A Thousand Ships, Haynes N., 2019

The untold, retold, and often undertold interweaving stories of the women in and around the Trojan War. Tied together are Euripides' Hecuba, The Trojan Women, Helen, and Aeschylus' Orestia. Homer gets a beating at the hand of Calliope, angered by his call: "Sing, Muse." There are many compelling chapters and hers may be the least believable. Penelope gets plenty of airtime and her bits are only second to Andromache's in emotional heft. They are also the least true to source as she writes to Odysseus of all of his deeds and misadventures, sung by the bards. Where they hear of his encounters is far from clear and far from The Odyssey. Chapter 38 begins with her account of the bard's singing of Odysseus' detainment on Ogygia by Calypso and is, at first, irritating, but, at last, heart breaking.

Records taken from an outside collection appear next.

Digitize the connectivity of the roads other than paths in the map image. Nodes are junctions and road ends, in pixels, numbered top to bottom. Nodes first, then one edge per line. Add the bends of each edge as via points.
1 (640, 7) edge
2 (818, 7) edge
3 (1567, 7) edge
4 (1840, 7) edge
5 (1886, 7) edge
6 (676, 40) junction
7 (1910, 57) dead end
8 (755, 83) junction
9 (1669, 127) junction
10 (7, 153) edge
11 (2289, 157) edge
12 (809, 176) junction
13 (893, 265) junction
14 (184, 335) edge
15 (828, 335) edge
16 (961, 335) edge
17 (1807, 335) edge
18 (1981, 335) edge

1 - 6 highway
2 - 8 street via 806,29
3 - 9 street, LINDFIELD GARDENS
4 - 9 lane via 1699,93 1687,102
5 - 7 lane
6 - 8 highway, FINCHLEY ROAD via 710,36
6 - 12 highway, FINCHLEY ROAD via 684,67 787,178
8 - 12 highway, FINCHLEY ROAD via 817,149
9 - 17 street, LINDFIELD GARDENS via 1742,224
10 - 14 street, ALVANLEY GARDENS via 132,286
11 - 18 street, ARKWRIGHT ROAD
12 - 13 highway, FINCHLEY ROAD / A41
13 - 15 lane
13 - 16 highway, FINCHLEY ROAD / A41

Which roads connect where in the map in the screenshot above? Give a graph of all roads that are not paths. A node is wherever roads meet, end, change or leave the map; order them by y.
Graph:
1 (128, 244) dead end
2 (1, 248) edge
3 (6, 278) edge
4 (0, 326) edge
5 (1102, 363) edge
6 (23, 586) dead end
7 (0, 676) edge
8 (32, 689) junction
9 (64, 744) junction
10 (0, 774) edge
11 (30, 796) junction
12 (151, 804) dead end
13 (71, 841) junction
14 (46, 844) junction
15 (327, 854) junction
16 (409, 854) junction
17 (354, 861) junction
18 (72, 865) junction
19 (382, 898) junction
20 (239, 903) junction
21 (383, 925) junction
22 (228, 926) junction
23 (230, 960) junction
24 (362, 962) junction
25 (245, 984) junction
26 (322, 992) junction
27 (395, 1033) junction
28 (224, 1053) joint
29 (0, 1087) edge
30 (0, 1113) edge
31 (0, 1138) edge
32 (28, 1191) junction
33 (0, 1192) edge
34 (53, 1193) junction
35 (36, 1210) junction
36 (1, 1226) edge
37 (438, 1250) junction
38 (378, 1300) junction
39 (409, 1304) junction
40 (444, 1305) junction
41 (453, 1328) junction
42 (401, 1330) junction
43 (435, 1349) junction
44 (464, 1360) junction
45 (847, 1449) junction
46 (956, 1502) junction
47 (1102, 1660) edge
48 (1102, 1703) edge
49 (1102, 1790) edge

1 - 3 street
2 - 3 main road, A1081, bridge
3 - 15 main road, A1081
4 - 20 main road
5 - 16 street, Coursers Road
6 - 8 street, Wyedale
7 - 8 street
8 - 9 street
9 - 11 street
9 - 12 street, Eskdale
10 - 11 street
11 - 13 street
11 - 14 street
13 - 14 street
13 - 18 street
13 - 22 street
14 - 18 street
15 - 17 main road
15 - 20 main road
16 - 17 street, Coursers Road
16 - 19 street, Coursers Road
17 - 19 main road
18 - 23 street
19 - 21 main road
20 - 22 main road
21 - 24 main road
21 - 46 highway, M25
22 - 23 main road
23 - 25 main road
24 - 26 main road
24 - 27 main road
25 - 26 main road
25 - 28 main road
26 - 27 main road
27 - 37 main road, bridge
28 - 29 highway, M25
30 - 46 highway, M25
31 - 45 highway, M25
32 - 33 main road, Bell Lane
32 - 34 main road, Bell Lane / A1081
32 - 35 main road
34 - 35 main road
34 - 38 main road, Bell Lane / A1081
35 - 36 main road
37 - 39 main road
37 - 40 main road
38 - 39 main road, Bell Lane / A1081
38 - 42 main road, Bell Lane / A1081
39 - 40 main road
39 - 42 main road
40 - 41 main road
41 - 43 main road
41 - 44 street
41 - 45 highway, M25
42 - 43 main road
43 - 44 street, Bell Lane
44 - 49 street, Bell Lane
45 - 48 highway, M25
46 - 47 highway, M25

Haynes gives Penelope the voice we've never heard. She's portrayed as a thoughtful, sardonic, expressive character. Her increasingly acerbic letters to Odysseus give a fresh perspective into Odysseus' travails as less the work of chance as of Odysseus' cunning and glory-seeking.

The most heart wrenching chapters are those of Andromache's enslavement in Neoptolemus' house (again borrowing from Euripides, the feminist of the Greek poets and dramatists).